__Instructions to follow__. The answer must consist of each line below that contains the word "stroke", copied in full.
Start of The records
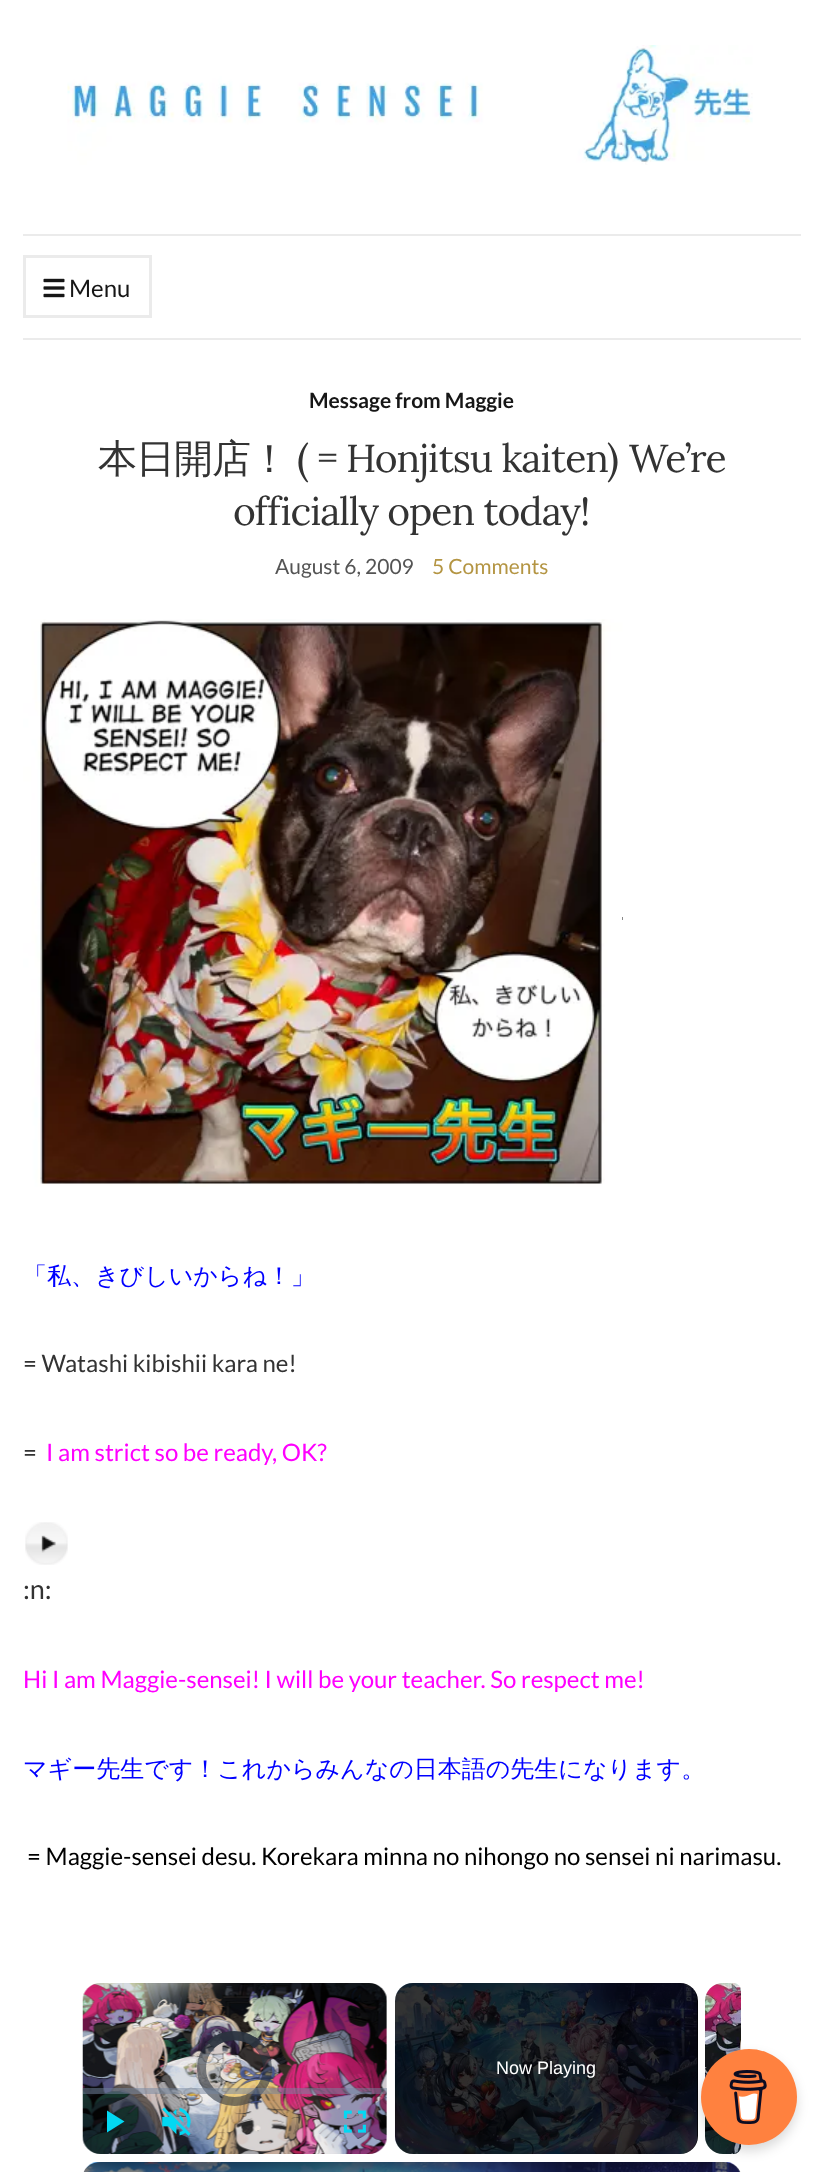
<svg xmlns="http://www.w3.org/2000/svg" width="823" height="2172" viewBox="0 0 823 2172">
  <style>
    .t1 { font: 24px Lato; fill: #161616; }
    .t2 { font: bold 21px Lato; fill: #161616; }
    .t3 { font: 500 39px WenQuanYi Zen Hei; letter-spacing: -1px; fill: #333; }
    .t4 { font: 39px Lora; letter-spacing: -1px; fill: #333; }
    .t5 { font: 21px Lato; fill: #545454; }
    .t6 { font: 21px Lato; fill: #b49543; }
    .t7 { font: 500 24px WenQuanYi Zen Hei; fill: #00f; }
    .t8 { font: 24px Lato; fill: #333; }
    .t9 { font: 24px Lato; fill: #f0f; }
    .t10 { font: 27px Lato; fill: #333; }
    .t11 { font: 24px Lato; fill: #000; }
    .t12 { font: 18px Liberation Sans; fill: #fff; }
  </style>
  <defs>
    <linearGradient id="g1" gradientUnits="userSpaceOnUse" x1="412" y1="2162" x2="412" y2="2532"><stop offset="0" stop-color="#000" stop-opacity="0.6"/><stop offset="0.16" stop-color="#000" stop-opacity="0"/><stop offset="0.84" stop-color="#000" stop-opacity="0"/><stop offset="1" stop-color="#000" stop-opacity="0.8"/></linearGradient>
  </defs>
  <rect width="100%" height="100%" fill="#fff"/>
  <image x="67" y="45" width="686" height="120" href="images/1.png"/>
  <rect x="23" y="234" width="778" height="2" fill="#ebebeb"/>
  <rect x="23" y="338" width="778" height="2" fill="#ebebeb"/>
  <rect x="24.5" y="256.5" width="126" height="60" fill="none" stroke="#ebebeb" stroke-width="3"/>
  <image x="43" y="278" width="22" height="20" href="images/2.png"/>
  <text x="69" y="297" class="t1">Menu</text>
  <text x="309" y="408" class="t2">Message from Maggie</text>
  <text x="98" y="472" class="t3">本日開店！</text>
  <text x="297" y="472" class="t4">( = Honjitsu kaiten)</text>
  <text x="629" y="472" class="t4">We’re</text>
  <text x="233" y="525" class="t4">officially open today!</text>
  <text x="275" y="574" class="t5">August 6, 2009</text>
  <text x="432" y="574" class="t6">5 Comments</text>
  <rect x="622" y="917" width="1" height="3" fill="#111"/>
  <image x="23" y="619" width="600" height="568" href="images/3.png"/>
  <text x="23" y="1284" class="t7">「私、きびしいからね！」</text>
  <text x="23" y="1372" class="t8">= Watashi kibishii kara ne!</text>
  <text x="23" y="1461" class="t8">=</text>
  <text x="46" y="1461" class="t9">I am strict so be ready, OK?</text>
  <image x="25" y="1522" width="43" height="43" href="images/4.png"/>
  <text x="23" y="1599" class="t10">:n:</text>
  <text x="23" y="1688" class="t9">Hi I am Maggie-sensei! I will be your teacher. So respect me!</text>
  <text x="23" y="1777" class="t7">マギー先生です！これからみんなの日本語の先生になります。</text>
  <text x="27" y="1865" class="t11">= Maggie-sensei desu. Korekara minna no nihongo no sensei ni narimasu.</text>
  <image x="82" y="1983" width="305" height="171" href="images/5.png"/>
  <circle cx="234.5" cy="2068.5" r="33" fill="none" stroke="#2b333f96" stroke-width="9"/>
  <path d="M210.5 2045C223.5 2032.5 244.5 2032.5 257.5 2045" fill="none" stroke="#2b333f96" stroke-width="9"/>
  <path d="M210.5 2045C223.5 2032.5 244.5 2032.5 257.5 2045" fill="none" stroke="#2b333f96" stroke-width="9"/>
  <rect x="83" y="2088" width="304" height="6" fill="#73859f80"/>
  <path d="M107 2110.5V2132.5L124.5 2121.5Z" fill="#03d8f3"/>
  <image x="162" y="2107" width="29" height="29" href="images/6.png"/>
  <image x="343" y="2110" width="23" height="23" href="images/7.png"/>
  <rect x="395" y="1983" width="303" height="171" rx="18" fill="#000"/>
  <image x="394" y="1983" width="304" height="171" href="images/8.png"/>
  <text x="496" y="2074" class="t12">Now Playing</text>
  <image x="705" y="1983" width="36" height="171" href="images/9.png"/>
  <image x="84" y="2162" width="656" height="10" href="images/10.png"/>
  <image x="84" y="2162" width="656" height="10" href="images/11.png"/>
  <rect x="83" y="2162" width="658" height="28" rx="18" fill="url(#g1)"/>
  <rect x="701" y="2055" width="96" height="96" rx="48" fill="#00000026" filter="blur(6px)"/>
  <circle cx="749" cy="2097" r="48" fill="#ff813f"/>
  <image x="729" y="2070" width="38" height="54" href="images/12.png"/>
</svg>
End of The records
__Output for this exercise__.
  <rect x="24.5" y="256.5" width="126" height="60" fill="none" stroke="#ebebeb" stroke-width="3"/>
  <circle cx="234.5" cy="2068.5" r="33" fill="none" stroke="#2b333f96" stroke-width="9"/>
  <path d="M210.5 2045C223.5 2032.5 244.5 2032.5 257.5 2045" fill="none" stroke="#2b333f96" stroke-width="9"/>
  <path d="M210.5 2045C223.5 2032.5 244.5 2032.5 257.5 2045" fill="none" stroke="#2b333f96" stroke-width="9"/>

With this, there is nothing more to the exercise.